И все же самым большим грехом, процветающим в монастыре без зазрения совести, было вовсе не повальное доносительство, а почти незаметные настроения, которые следовало бы назвать гордостью, ибо именно гордость была в состоянии поднять человека до Божьего престола, но с таким же успехом могла опустить его до адских бездн, из которых уже не было возврата. Это был какой-то особенный, какой-то специальный грех, который трудно было так просто обличить, потому что он прятался так умело, что часто только какой-нибудь опытный старец мог распознать эту немощь и дать соответствующие рекомендации.
А пока этот грех прятался везде, где только мог.
За показным и искренним смирением.
За хорошим голосом и умением петь.
За знанием церковной службы.
За чрезмерным аскетизмом.
За умением поддержать беседу.
За милосердием к бедным и убогим.
За готовностью помогать ближнему.
За любовью ко всем без исключения.
И прочее, прочее, прочее…
Эта гордость принимала самые различные облики и вела тебя по самым запутанным тропинкам, откуда до тебя невозможно было уже докричаться.
В ней ты противостоял целому миру, потому что тот, кто сам себе есть целый мир, похоже, не нуждается больше ни в чем другом.
Уже одно то, что ты надел подрясник, делало тебя другим.
Вечером эта гордость нашептывала тебе волшебные истории, участником которых ты скоро должен был стать, – а утром она говорила тебе о скором будущем, которое сделает тебя великим и счастливым.
Я – монах, говорил ты себе, и это звучало сладко, как мед.
Я – монах, говорил ты и мог бы слушать эту песню бесконечно.
Я – монах, говорил ты и был уверен в том, что у тебя есть ключи, открывающие все мыслимые двери.
Конечно же, у тебя не было сомнений в том, что если ты все отдашь Небесам, то рано или поздно Господь воздаст тебе сторицей. Таким было условие договора, нарушать который, конечно, не следовало.
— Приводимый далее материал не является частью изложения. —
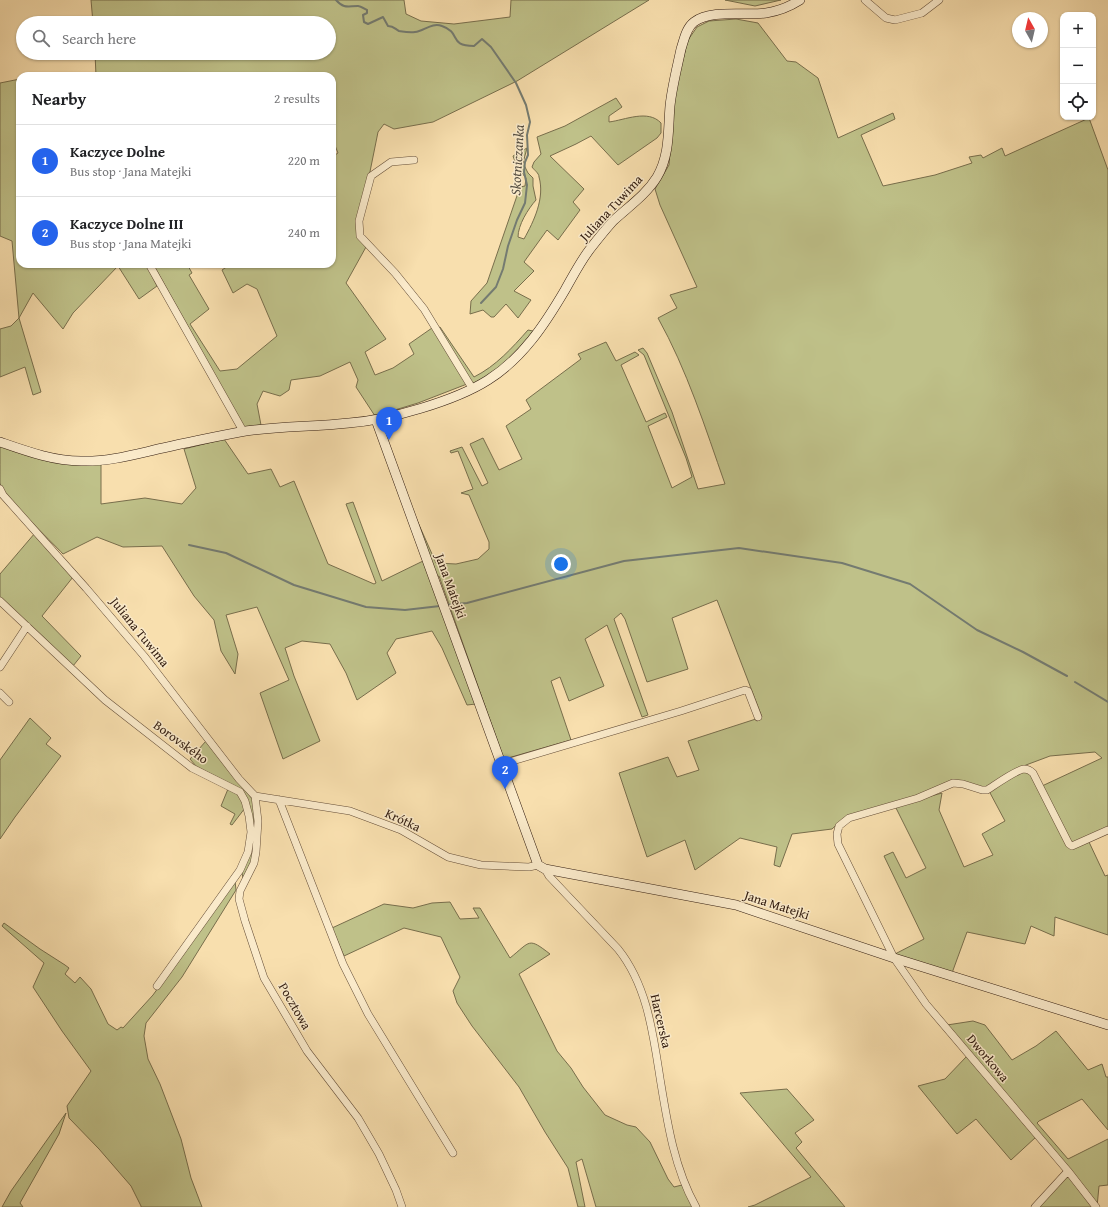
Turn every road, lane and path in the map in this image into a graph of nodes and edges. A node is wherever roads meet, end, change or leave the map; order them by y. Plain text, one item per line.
1 (800, 0) edge
2 (865, 0) edge
3 (939, 0) edge
4 (414, 160) dead end
5 (151, 268) edge
6 (472, 388) junction
7 (376, 420) junction
8 (243, 431) junction
9 (0, 442) edge
10 (0, 489) edge
11 (0, 601) edge
12 (27, 626) junction
13 (0, 666) edge
14 (0, 693) edge
15 (9, 702) dead end
16 (758, 717) dead end
17 (500, 762) junction
18 (255, 796) junction
19 (279, 800) junction
20 (1108, 830) edge
21 (542, 867) junction
22 (894, 958) junction
23 (157, 986) dead end
24 (1108, 1025) edge
25 (453, 1152) dead end
26 (1068, 1171) junction
27 (402, 1207) edge
28 (696, 1207) edge
29 (1035, 1207) edge
30 (1096, 1207) edge

1 - 6 street, Juliana Tuwima
2 - 3 street
4 - 6 street
5 - 8 street
6 - 7 street, Juliana Tuwima
7 - 8 street, Juliana Tuwima
7 - 17 street, Jana Matejki
8 - 9 street, Juliana Tuwima
10 - 18 street, Juliana Tuwima
11 - 12 street, Borovského
12 - 13 street
12 - 23 street, Borovského
14 - 15 street
16 - 17 street
17 - 21 street, Jana Matejki
18 - 19 street, Krótka
18 - 27 street, Pocztowa
19 - 21 street, Krótka
19 - 25 street
20 - 22 street, Dworkowa
21 - 22 street, Jana Matejki
21 - 28 street, Harcerska
22 - 24 street, Jana Matejki
22 - 26 street, Dworkowa
26 - 29 street
26 - 30 street, Dworkowa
Одно только было неясно: кто, когда, по чьей инициативе и зачем впервые ознакомил нас с этим бессрочным договором, в котором мы отрекались от своей свободы и обещали Небесам покорно нести все, что они нам скажут. Праведный Иов мог бы много рассказать об этом, – жаль только, что его голос мы не слышим уже две с половиной тысячи лет.
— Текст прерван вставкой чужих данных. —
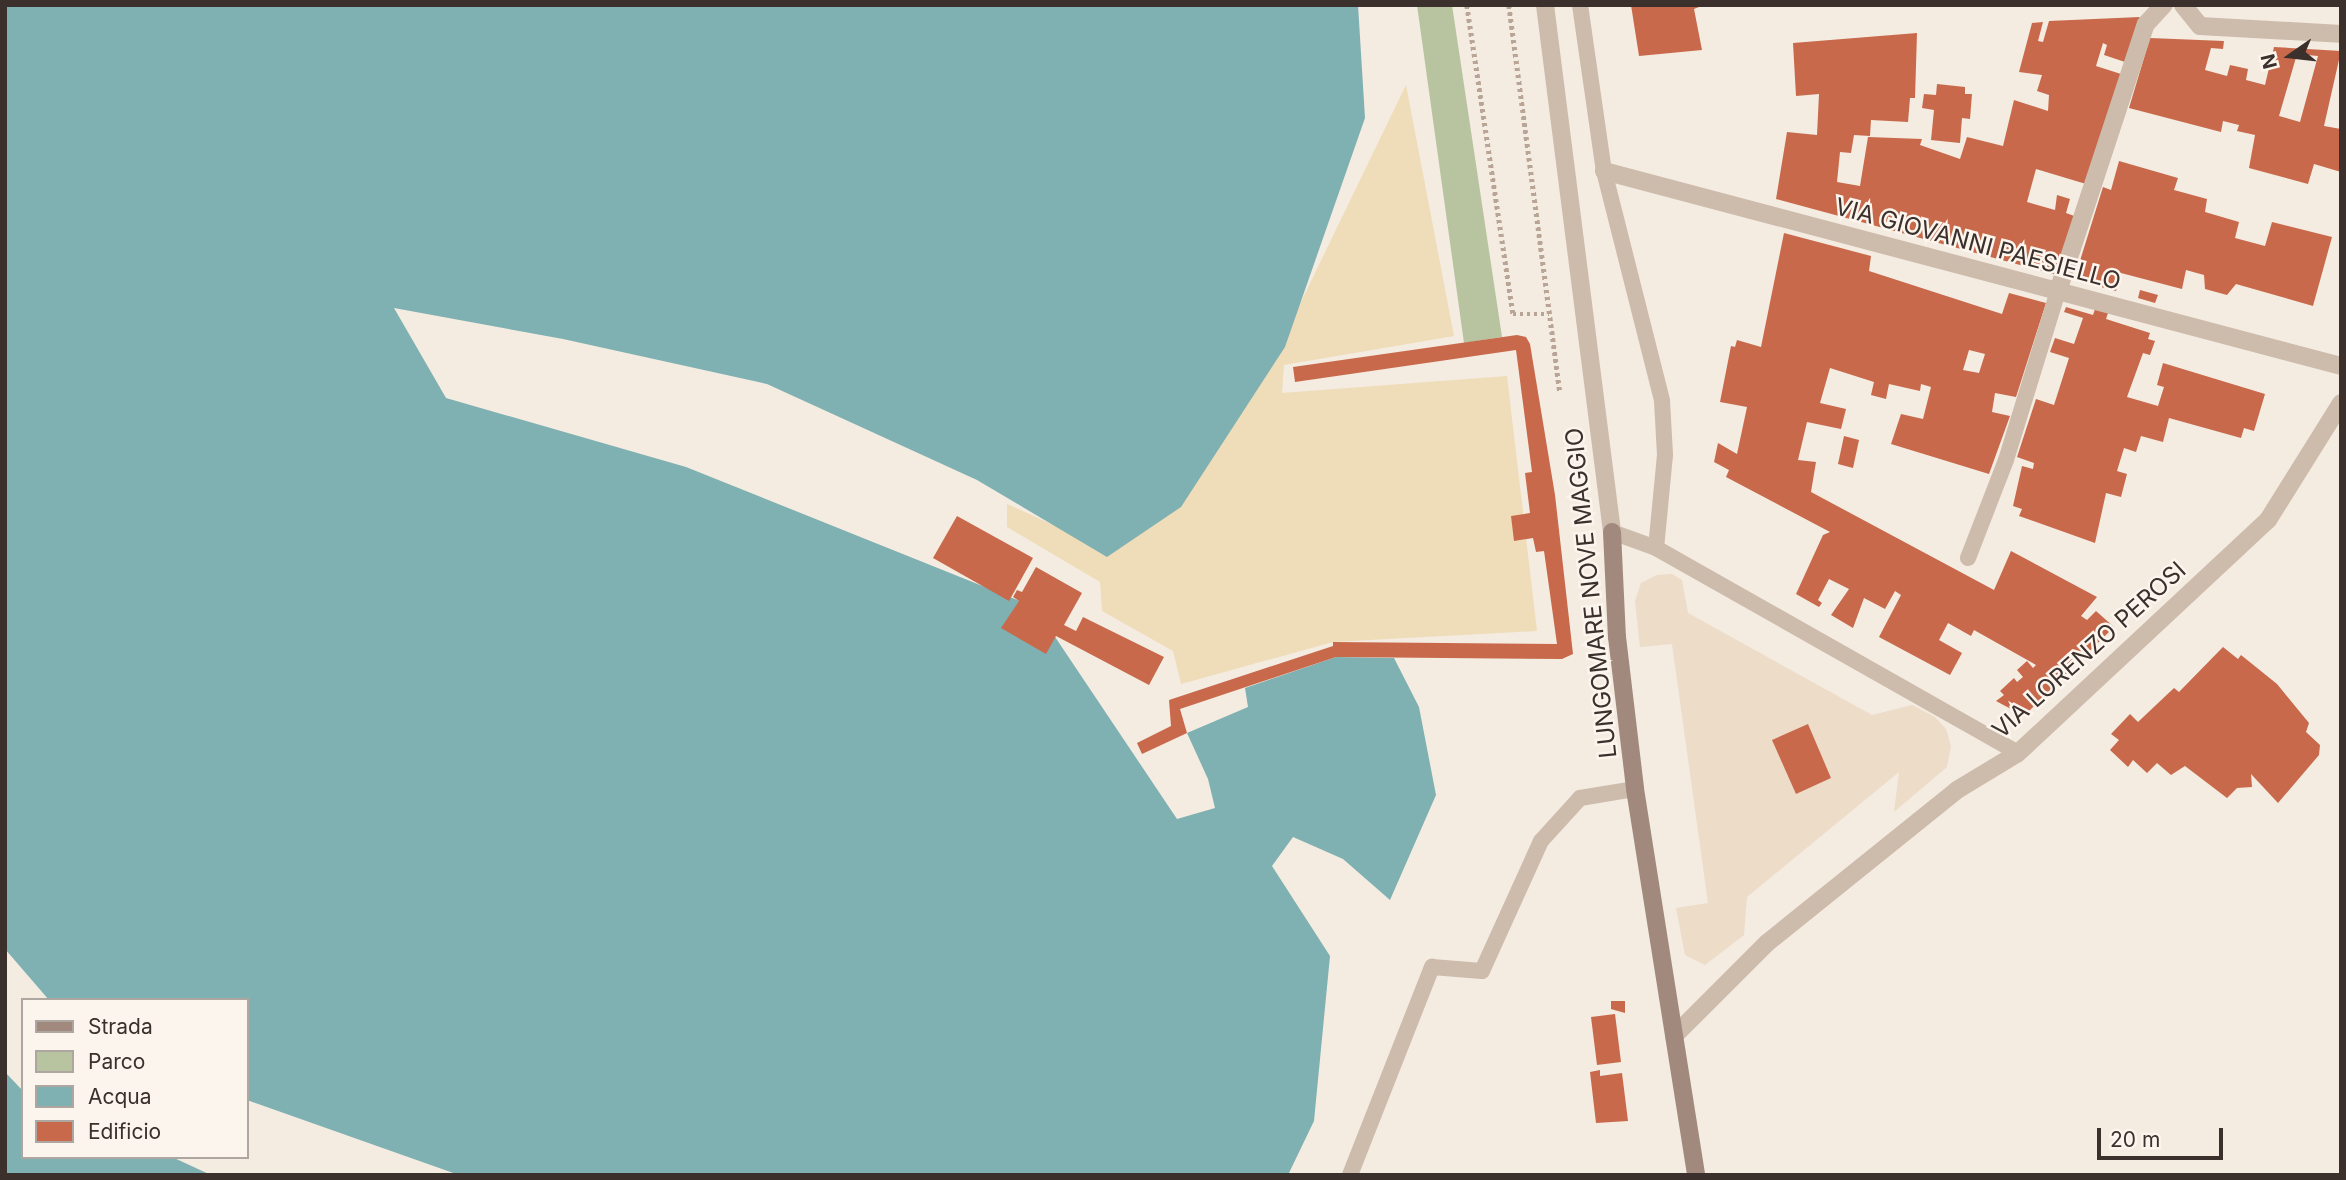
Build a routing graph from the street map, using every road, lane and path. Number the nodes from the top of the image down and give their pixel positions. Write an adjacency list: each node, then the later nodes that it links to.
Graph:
1 (1467, 5): 9 (path)
2 (1545, 5): 12 (street, LUNGOMARE NOVE MAGGIO)
3 (1580, 5): 7 (lane)
4 (2164, 5): 8 (street)
5 (2183, 5): 6 (street)
6 (2341, 34)
7 (1604, 171): 8 (street, VIA GIOVANNI PAESIELLO); 13 (lane)
8 (2058, 291): 10 (street, VIA GIOVANNI PAESIELLO); 14 (lane)
9 (1549, 314)
10 (2341, 366)
11 (2341, 402): 15 (street, VIA LORENZO PEROSI)
12 (1612, 532): 13 (lane); 16 (street, LUNGOMARE NOVE MAGGIO)
13 (1656, 548): 15 (lane)
14 (1968, 558)
15 (2018, 752): 17 (street, VIA LORENZO PEROSI)
16 (1635, 789): 17 (street, LUNGOMARE NOVE MAGGIO); 18 (lane)
17 (1674, 1036): 19 (street, LUNGOMARE NOVE MAGGIO)
18 (1350, 1175)
19 (1696, 1175)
А ведь мы могли бы не пускать никого, позабыв где-нибудь нашу гордыню, и остаться один на один с Богом, в котором никогда не было коварства, равнодушия или неискренности.
Но вместо этого наша гордость пробралась даже сюда, и Бог – всегда знающий, что следует делать, – теперь не мог нам не только помочь, но не мог даже просто обнадежить.
Впрочем, возможно, не все было так уж и безнадежно.
Отец Нестор и отец Корнилий, которые выполняли все предписания монастырского Устава, были, конечно, укором всей монашеской братии, которая так или иначе умудрялась не ходить на братский час и всячески отлынивала от разных послушаний, умело пользуясь старым монашеским правилом – если монаха поблизости нет, то нет и послушания, которое откладывается до лучших времен.